Look through the entries and report how many lines include the word "wherever". Give the number alone.

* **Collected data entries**
++++++

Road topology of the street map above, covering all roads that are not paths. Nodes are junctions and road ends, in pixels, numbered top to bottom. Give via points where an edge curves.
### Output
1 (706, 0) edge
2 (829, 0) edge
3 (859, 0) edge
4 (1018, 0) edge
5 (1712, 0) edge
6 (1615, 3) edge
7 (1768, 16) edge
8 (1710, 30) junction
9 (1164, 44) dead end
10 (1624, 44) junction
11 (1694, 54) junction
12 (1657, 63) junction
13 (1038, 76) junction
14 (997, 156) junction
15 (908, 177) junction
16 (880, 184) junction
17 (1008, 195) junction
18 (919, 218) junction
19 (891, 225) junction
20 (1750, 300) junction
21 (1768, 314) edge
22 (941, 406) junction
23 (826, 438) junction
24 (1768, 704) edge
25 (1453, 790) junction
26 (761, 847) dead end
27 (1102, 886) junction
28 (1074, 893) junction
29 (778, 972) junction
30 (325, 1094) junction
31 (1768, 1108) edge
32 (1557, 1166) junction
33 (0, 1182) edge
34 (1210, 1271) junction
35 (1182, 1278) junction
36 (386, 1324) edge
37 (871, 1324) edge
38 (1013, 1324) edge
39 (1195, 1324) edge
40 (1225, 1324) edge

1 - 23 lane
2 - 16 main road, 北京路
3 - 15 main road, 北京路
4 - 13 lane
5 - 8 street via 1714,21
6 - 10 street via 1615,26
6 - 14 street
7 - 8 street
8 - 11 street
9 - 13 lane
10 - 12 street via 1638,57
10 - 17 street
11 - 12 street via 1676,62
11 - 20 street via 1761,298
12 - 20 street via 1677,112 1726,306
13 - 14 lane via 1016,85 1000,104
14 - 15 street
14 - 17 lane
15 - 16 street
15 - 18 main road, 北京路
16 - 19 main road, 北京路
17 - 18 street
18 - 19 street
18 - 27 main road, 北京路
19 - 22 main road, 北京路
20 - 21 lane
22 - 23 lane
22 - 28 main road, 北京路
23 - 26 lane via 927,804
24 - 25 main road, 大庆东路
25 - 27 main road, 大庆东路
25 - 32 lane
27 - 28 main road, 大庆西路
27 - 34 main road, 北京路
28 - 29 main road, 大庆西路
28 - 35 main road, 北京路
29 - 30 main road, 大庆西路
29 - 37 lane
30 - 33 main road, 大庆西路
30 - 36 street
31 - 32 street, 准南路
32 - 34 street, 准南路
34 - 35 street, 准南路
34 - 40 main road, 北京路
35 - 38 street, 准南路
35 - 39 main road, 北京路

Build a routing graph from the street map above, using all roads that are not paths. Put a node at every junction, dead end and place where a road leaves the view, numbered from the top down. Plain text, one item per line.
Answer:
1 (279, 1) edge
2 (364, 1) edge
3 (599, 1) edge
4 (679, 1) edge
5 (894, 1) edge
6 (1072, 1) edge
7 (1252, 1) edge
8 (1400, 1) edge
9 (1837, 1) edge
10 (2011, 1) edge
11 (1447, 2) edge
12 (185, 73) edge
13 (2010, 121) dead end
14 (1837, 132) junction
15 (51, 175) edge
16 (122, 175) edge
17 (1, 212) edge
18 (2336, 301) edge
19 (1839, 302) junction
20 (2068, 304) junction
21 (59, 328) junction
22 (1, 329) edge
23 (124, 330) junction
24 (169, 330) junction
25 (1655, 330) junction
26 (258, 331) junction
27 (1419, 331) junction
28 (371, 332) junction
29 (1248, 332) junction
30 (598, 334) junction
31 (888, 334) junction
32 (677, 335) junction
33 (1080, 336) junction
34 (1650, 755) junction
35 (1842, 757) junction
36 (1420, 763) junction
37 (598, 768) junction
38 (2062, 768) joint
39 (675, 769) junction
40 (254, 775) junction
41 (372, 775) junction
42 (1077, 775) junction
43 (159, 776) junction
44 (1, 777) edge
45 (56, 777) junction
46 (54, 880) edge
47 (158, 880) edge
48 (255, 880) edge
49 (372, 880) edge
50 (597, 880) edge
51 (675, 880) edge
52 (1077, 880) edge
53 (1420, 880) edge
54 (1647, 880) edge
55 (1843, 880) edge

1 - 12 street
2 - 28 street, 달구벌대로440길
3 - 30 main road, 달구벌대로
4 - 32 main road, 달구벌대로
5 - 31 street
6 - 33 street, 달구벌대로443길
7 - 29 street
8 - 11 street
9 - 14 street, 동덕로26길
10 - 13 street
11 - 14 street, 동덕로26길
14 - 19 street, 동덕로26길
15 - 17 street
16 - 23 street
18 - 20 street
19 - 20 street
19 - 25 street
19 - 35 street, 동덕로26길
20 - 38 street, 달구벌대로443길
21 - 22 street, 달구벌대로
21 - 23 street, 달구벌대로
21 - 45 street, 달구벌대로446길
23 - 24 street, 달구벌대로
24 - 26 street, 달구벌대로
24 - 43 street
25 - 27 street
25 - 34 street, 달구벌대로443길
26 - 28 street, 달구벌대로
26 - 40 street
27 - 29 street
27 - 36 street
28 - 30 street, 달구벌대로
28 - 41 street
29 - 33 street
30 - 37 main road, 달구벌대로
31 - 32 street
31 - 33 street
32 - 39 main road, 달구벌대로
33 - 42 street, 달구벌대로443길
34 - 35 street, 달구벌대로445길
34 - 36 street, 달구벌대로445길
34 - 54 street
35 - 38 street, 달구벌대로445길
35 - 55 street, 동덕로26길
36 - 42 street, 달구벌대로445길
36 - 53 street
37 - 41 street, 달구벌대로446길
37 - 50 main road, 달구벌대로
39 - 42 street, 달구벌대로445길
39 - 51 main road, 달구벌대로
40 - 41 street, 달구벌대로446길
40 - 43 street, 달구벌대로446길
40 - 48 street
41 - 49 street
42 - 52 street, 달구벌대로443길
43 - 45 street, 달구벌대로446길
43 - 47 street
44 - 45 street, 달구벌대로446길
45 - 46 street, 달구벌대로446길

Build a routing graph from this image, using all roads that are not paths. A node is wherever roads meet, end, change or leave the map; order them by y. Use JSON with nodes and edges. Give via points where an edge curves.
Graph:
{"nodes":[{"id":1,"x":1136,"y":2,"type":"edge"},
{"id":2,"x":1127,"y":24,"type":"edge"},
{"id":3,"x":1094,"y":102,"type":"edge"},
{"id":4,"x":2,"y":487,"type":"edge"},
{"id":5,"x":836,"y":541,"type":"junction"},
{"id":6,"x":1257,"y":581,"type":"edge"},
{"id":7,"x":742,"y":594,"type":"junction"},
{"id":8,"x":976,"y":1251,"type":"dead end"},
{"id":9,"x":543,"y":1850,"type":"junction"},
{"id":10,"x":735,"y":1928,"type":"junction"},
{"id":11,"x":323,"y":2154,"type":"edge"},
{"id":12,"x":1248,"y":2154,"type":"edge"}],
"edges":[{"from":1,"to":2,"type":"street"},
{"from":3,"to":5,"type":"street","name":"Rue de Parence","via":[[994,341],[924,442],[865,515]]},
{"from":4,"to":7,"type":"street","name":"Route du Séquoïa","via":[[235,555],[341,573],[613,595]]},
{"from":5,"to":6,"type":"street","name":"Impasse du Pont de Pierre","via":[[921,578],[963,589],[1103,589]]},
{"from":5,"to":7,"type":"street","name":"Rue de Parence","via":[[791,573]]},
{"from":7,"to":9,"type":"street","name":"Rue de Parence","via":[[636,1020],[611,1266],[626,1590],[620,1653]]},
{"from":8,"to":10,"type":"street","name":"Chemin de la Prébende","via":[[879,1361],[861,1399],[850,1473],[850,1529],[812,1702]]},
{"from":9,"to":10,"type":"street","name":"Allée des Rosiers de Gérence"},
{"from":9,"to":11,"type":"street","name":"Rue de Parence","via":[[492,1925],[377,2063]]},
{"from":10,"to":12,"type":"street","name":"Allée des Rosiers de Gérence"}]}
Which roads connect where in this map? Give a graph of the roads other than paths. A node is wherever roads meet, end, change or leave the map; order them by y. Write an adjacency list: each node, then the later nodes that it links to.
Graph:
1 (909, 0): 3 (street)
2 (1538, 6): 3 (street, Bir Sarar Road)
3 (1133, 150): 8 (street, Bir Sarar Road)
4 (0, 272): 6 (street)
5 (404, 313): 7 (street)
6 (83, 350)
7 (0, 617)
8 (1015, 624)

++++++

* **The completed task**
2